— Source information —
•••••

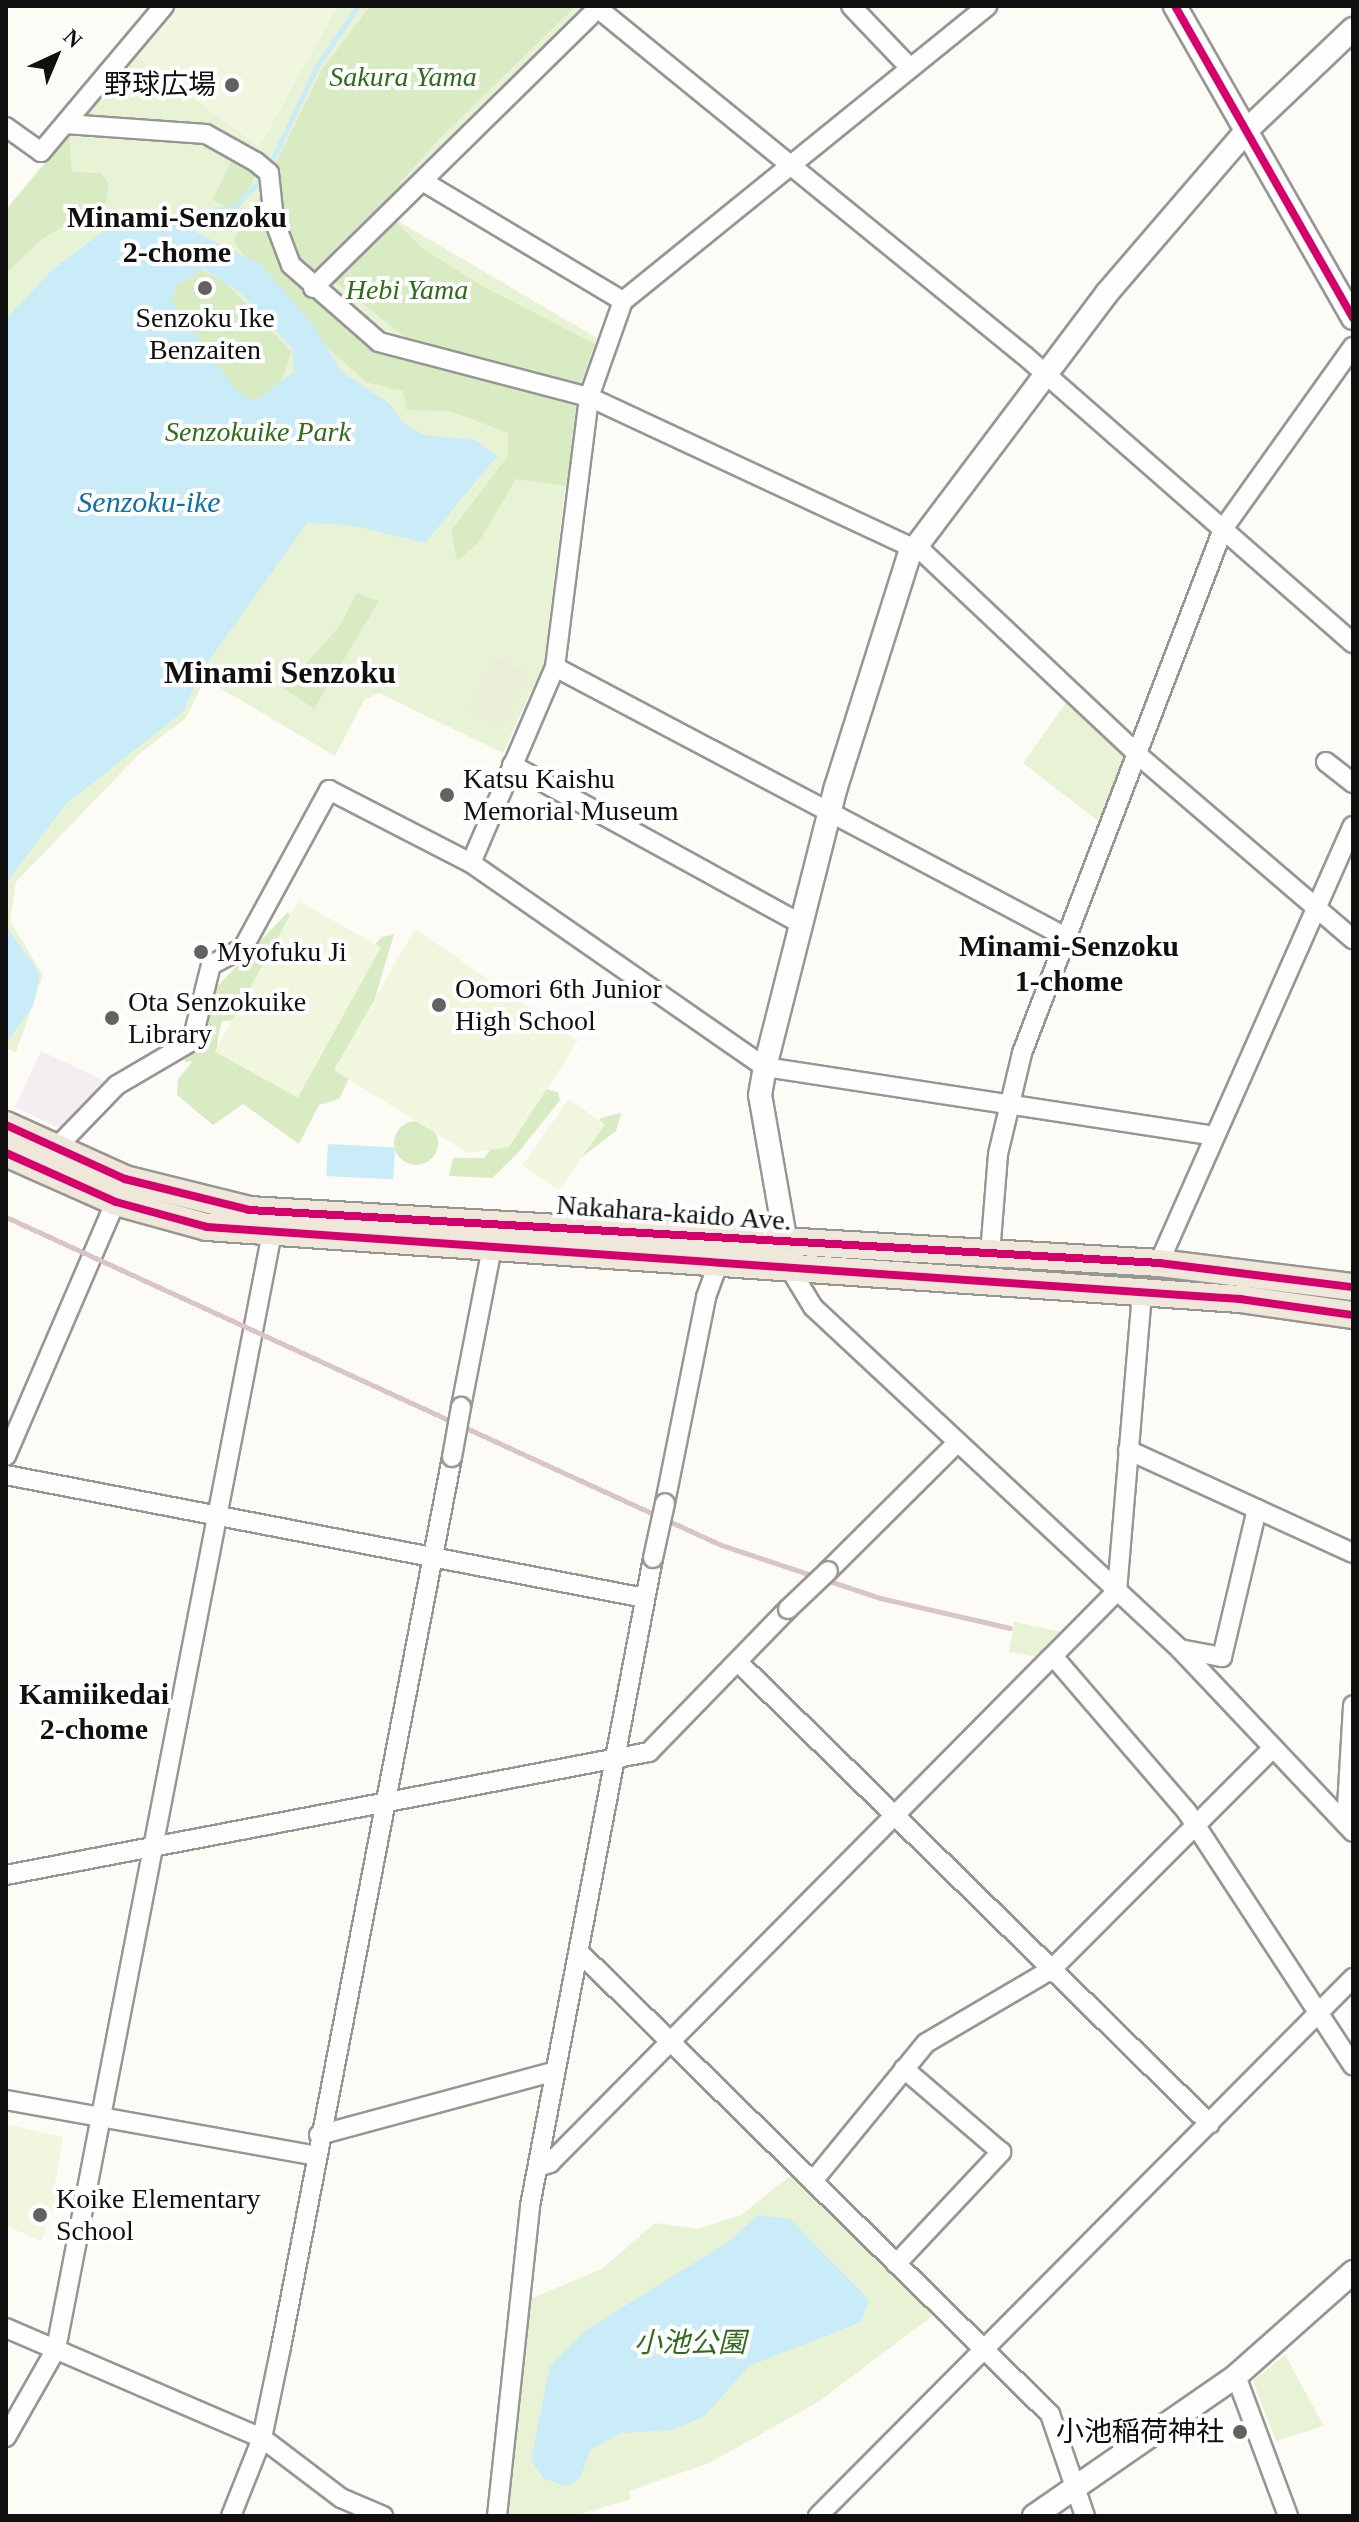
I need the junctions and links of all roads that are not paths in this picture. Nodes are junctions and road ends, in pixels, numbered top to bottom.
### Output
1 (164, 6) edge
2 (851, 6) edge
3 (987, 6) edge
4 (1175, 6) edge
5 (597, 7) edge
6 (1353, 29) edge
7 (909, 67) junction
8 (66, 124) junction
9 (6, 127) edge
10 (1250, 127) junction
11 (795, 166) junction
12 (424, 182) junction
13 (313, 288) junction
14 (623, 301) junction
15 (1353, 318) edge
16 (1353, 347) edge
17 (1042, 370) junction
18 (589, 397) junction
19 (1223, 529) junction
20 (915, 548) junction
21 (1353, 643) edge
22 (555, 667) junction
23 (1138, 755) junction
24 (1326, 762) dead end
25 (512, 765) junction
26 (1353, 783) edge
27 (830, 812) junction
28 (1353, 826) edge
29 (471, 863) junction
30 (1316, 909) junction
31 (801, 924) junction
32 (1064, 936) junction
33 (1353, 939) edge
34 (765, 1067) junction
35 (1008, 1107) junction
36 (6, 1125) edge
37 (1214, 1136) junction
38 (55, 1149) junction
39 (6, 1153) edge
40 (120, 1191) junction
41 (272, 1233) junction
42 (749, 1240) junction
43 (786, 1242) junction
44 (492, 1247) junction
45 (990, 1254) junction
46 (714, 1263) junction
47 (1159, 1263) junction
48 (790, 1269) junction
49 (1353, 1287) edge
50 (1142, 1292) junction
51 (1353, 1315) edge
52 (956, 1444) junction
53 (1128, 1450) junction
54 (6, 1456) edge
55 (6, 1475) edge
56 (1257, 1509) junction
57 (216, 1515) junction
58 (1353, 1553) edge
59 (432, 1557) junction
60 (1117, 1591) junction
61 (645, 1598) junction
62 (1180, 1649) junction
63 (1053, 1656) junction
64 (738, 1662) junction
65 (1353, 1705) edge
66 (1272, 1749) junction
67 (616, 1761) junction
68 (1350, 1788) edge
69 (384, 1804) junction
70 (895, 1817) junction
71 (1196, 1825) junction
72 (1350, 1828) edge
73 (153, 1847) junction
74 (6, 1875) edge
75 (579, 1952) junction
76 (1052, 1969) junction
77 (1353, 1978) edge
78 (1320, 2012) junction
79 (670, 2042) junction
80 (1353, 2066) edge
81 (904, 2069) junction
82 (556, 2071) junction
83 (6, 2100) edge
84 (102, 2116) junction
85 (1210, 2124) junction
86 (319, 2135) junction
87 (316, 2156) junction
88 (538, 2167) junction
89 (813, 2181) junction
90 (896, 2264) junction
91 (1353, 2272) edge
92 (6, 2328) edge
93 (56, 2349) junction
94 (985, 2351) junction
95 (1236, 2376) junction
96 (6, 2437) edge
97 (262, 2438) junction
98 (1075, 2487) junction
99 (231, 2516) edge
100 (383, 2516) edge
101 (497, 2516) edge
102 (818, 2516) edge
103 (1034, 2516) edge
104 (1085, 2516) edge
105 (1288, 2516) edge

1 - 8 street
2 - 7 street
3 - 7 street
4 - 10 street
5 - 11 street
5 - 12 street
6 - 10 street
7 - 11 street
8 - 9 street
8 - 13 street
10 - 15 street
10 - 17 street
11 - 14 street
11 - 17 street
12 - 13 street
12 - 14 street
13 - 18 street
14 - 18 street
16 - 19 street
17 - 19 street
17 - 20 street
18 - 20 street
18 - 22 street
19 - 21 street
19 - 23 street
20 - 23 street
20 - 27 street
22 - 25 street
22 - 27 street
23 - 30 street
23 - 32 street
24 - 26 street
25 - 29 street
25 - 31 street
27 - 31 street
27 - 32 street
28 - 30 street
29 - 34 street
29 - 38 street
30 - 33 street
30 - 37 street
31 - 34 street
32 - 35 street
34 - 35 street
34 - 43 street
35 - 37 street
35 - 45 street
36 - 38 main road, Nakahara-kaido Ave.
37 - 47 street
38 - 40 main road, Nakahara-kaido Ave.
39 - 40 main road, Nakahara-kaido Ave.
40 - 41 main road, Nakahara-kaido Ave.
40 - 42 main road, Nakahara-kaido Ave.
40 - 54 street
41 - 44 main road, Nakahara-kaido Ave.
41 - 57 street
42 - 43 main road, Nakahara-kaido Ave.
42 - 46 street
43 - 45 main road, Nakahara-kaido Ave.
43 - 48 street
44 - 46 main road, Nakahara-kaido Ave.
44 - 59 street, bridge
45 - 47 main road, Nakahara-kaido Ave.
46 - 48 main road, Nakahara-kaido Ave.
46 - 61 street, bridge
47 - 49 main road, Nakahara-kaido Ave.
48 - 50 main road, Nakahara-kaido Ave.
48 - 52 street
50 - 51 main road, Nakahara-kaido Ave.
50 - 53 street
52 - 60 street
52 - 64 street, bridge
53 - 56 street
53 - 60 street
55 - 57 street
56 - 58 street
56 - 62 street
57 - 59 street
57 - 73 street
59 - 61 street
59 - 69 street
60 - 62 street
60 - 63 street
61 - 67 street
62 - 66 street
63 - 70 street
63 - 71 street
64 - 67 street
64 - 70 street
65 - 68 street
66 - 71 street
66 - 72 street
67 - 69 street
67 - 75 street
68 - 72 street
69 - 73 street
69 - 86 street
70 - 76 street
70 - 79 street
71 - 76 street
71 - 78 street
73 - 74 street
73 - 84 street
75 - 79 street
75 - 82 street
76 - 81 street
76 - 85 street
77 - 78 street
78 - 80 street
78 - 85 street
79 - 88 street
79 - 89 street
81 - 89 street
81 - 90 street
82 - 86 street
82 - 88 street
83 - 84 street
84 - 87 street
84 - 93 street
85 - 94 street
86 - 87 street
87 - 97 street
88 - 101 street
89 - 90 street
90 - 94 street
91 - 95 street
92 - 93 street
93 - 96 street
93 - 97 street
94 - 98 street
94 - 102 street
95 - 98 street
95 - 105 street
97 - 99 street
97 - 100 street
98 - 103 street
98 - 104 street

•••••

— Exercise description —
Set the pictures aside and transcribe the data above exactly.

— Written response —
I need the junctions and links of all roads that are not paths in this picture. Nodes are junctions and road ends, in pixels, numbered top to bottom.
### Output
1 (164, 6) edge
2 (851, 6) edge
3 (987, 6) edge
4 (1175, 6) edge
5 (597, 7) edge
6 (1353, 29) edge
7 (909, 67) junction
8 (66, 124) junction
9 (6, 127) edge
10 (1250, 127) junction
11 (795, 166) junction
12 (424, 182) junction
13 (313, 288) junction
14 (623, 301) junction
15 (1353, 318) edge
16 (1353, 347) edge
17 (1042, 370) junction
18 (589, 397) junction
19 (1223, 529) junction
20 (915, 548) junction
21 (1353, 643) edge
22 (555, 667) junction
23 (1138, 755) junction
24 (1326, 762) dead end
25 (512, 765) junction
26 (1353, 783) edge
27 (830, 812) junction
28 (1353, 826) edge
29 (471, 863) junction
30 (1316, 909) junction
31 (801, 924) junction
32 (1064, 936) junction
33 (1353, 939) edge
34 (765, 1067) junction
35 (1008, 1107) junction
36 (6, 1125) edge
37 (1214, 1136) junction
38 (55, 1149) junction
39 (6, 1153) edge
40 (120, 1191) junction
41 (272, 1233) junction
42 (749, 1240) junction
43 (786, 1242) junction
44 (492, 1247) junction
45 (990, 1254) junction
46 (714, 1263) junction
47 (1159, 1263) junction
48 (790, 1269) junction
49 (1353, 1287) edge
50 (1142, 1292) junction
51 (1353, 1315) edge
52 (956, 1444) junction
53 (1128, 1450) junction
54 (6, 1456) edge
55 (6, 1475) edge
56 (1257, 1509) junction
57 (216, 1515) junction
58 (1353, 1553) edge
59 (432, 1557) junction
60 (1117, 1591) junction
61 (645, 1598) junction
62 (1180, 1649) junction
63 (1053, 1656) junction
64 (738, 1662) junction
65 (1353, 1705) edge
66 (1272, 1749) junction
67 (616, 1761) junction
68 (1350, 1788) edge
69 (384, 1804) junction
70 (895, 1817) junction
71 (1196, 1825) junction
72 (1350, 1828) edge
73 (153, 1847) junction
74 (6, 1875) edge
75 (579, 1952) junction
76 (1052, 1969) junction
77 (1353, 1978) edge
78 (1320, 2012) junction
79 (670, 2042) junction
80 (1353, 2066) edge
81 (904, 2069) junction
82 (556, 2071) junction
83 (6, 2100) edge
84 (102, 2116) junction
85 (1210, 2124) junction
86 (319, 2135) junction
87 (316, 2156) junction
88 (538, 2167) junction
89 (813, 2181) junction
90 (896, 2264) junction
91 (1353, 2272) edge
92 (6, 2328) edge
93 (56, 2349) junction
94 (985, 2351) junction
95 (1236, 2376) junction
96 (6, 2437) edge
97 (262, 2438) junction
98 (1075, 2487) junction
99 (231, 2516) edge
100 (383, 2516) edge
101 (497, 2516) edge
102 (818, 2516) edge
103 (1034, 2516) edge
104 (1085, 2516) edge
105 (1288, 2516) edge

1 - 8 street
2 - 7 street
3 - 7 street
4 - 10 street
5 - 11 street
5 - 12 street
6 - 10 street
7 - 11 street
8 - 9 street
8 - 13 street
10 - 15 street
10 - 17 street
11 - 14 street
11 - 17 street
12 - 13 street
12 - 14 street
13 - 18 street
14 - 18 street
16 - 19 street
17 - 19 street
17 - 20 street
18 - 20 street
18 - 22 street
19 - 21 street
19 - 23 street
20 - 23 street
20 - 27 street
22 - 25 street
22 - 27 street
23 - 30 street
23 - 32 street
24 - 26 street
25 - 29 street
25 - 31 street
27 - 31 street
27 - 32 street
28 - 30 street
29 - 34 street
29 - 38 street
30 - 33 street
30 - 37 street
31 - 34 street
32 - 35 street
34 - 35 street
34 - 43 street
35 - 37 street
35 - 45 street
36 - 38 main road, Nakahara-kaido Ave.
37 - 47 street
38 - 40 main road, Nakahara-kaido Ave.
39 - 40 main road, Nakahara-kaido Ave.
40 - 41 main road, Nakahara-kaido Ave.
40 - 42 main road, Nakahara-kaido Ave.
40 - 54 street
41 - 44 main road, Nakahara-kaido Ave.
41 - 57 street
42 - 43 main road, Nakahara-kaido Ave.
42 - 46 street
43 - 45 main road, Nakahara-kaido Ave.
43 - 48 street
44 - 46 main road, Nakahara-kaido Ave.
44 - 59 street, bridge
45 - 47 main road, Nakahara-kaido Ave.
46 - 48 main road, Nakahara-kaido Ave.
46 - 61 street, bridge
47 - 49 main road, Nakahara-kaido Ave.
48 - 50 main road, Nakahara-kaido Ave.
48 - 52 street
50 - 51 main road, Nakahara-kaido Ave.
50 - 53 street
52 - 60 street
52 - 64 street, bridge
53 - 56 street
53 - 60 street
55 - 57 street
56 - 58 street
56 - 62 street
57 - 59 street
57 - 73 street
59 - 61 street
59 - 69 street
60 - 62 street
60 - 63 street
61 - 67 street
62 - 66 street
63 - 70 street
63 - 71 street
64 - 67 street
64 - 70 street
65 - 68 street
66 - 71 street
66 - 72 street
67 - 69 street
67 - 75 street
68 - 72 street
69 - 73 street
69 - 86 street
70 - 76 street
70 - 79 street
71 - 76 street
71 - 78 street
73 - 74 street
73 - 84 street
75 - 79 street
75 - 82 street
76 - 81 street
76 - 85 street
77 - 78 street
78 - 80 street
78 - 85 street
79 - 88 street
79 - 89 street
81 - 89 street
81 - 90 street
82 - 86 street
82 - 88 street
83 - 84 street
84 - 87 street
84 - 93 street
85 - 94 street
86 - 87 street
87 - 97 street
88 - 101 street
89 - 90 street
90 - 94 street
91 - 95 street
92 - 93 street
93 - 96 street
93 - 97 street
94 - 98 street
94 - 102 street
95 - 98 street
95 - 105 street
97 - 99 street
97 - 100 street
98 - 103 street
98 - 104 street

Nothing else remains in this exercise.